The train pulled in at Queanbeyan around four. My heart pounded as I looked out onto the familiar platform. Father had sent his coachman to collect me in a buggy. I’d already sent my trunk and Felix down on an earlier train, so I walked to the buggy with nothing but a dry mouth and hope.

As we clopped down the familiar streets, breathing in the cool air, memories rushed at me. We turned the corner and the shingled roof of my father’s house was visible above the trees. Soon I’d see its ornate balustrades, turrets and other Victorian features. The late-afternoon light would make the blue of the plumbago vivid, the horses would be grazing in the home paddock, tails swishing, the red brick of the house blazing, a thin, peaceful line of smoke rising from the chimney pots.

He must have heard the buggy arrive as he suddenly appeared on the verandah, two unfamiliar servants behind him and dear old Mrs Baker, housekeeper and the nearest to a mother I’d had. Father was still stern and upright, his iron-grey hair thick, a few more lines around his eyes. He blinked away tears as we shook hands then embraced for a long moment. I felt my own tears as well, but no shame as I finally laid down my sword, just gratitude that I wasn’t in a far-flung war cemetery or a shallow grave out west.

After supper, Father and I settled into our chairs by the fire in the drawing room. The room was exactly as I remembered it, except there was a new dog in front of the hearth, and above the fireplace, in an ornate silver frame, stood a photograph of me as a young officer, clear-eyed and square-shouldered.

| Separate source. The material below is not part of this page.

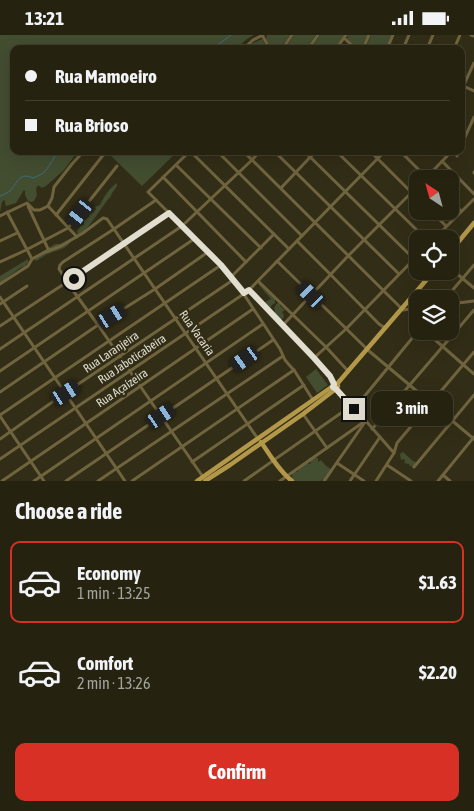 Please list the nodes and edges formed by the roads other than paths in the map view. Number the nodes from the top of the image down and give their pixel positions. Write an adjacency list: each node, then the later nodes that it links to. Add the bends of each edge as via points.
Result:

We talked late into the night as, outside, a blossom tree danced in the wind and the crickets clicked in the darkness. I told him of discovering the murders and how it all unfolded. As I spoke, the stony plains of the west appeared, divided by the shimmering brown river winding its way south, turtles suspended in the shallows, wallabies drinking as shafts of afternoon sunlight fell through the trees. White cockatoos screeched and fussed as they settled down for the night. Over by the fence a flock of sheep huddled, nibbling the grasses as through their skin, silently pushing out to the light, grew the golden fleece that bound us all.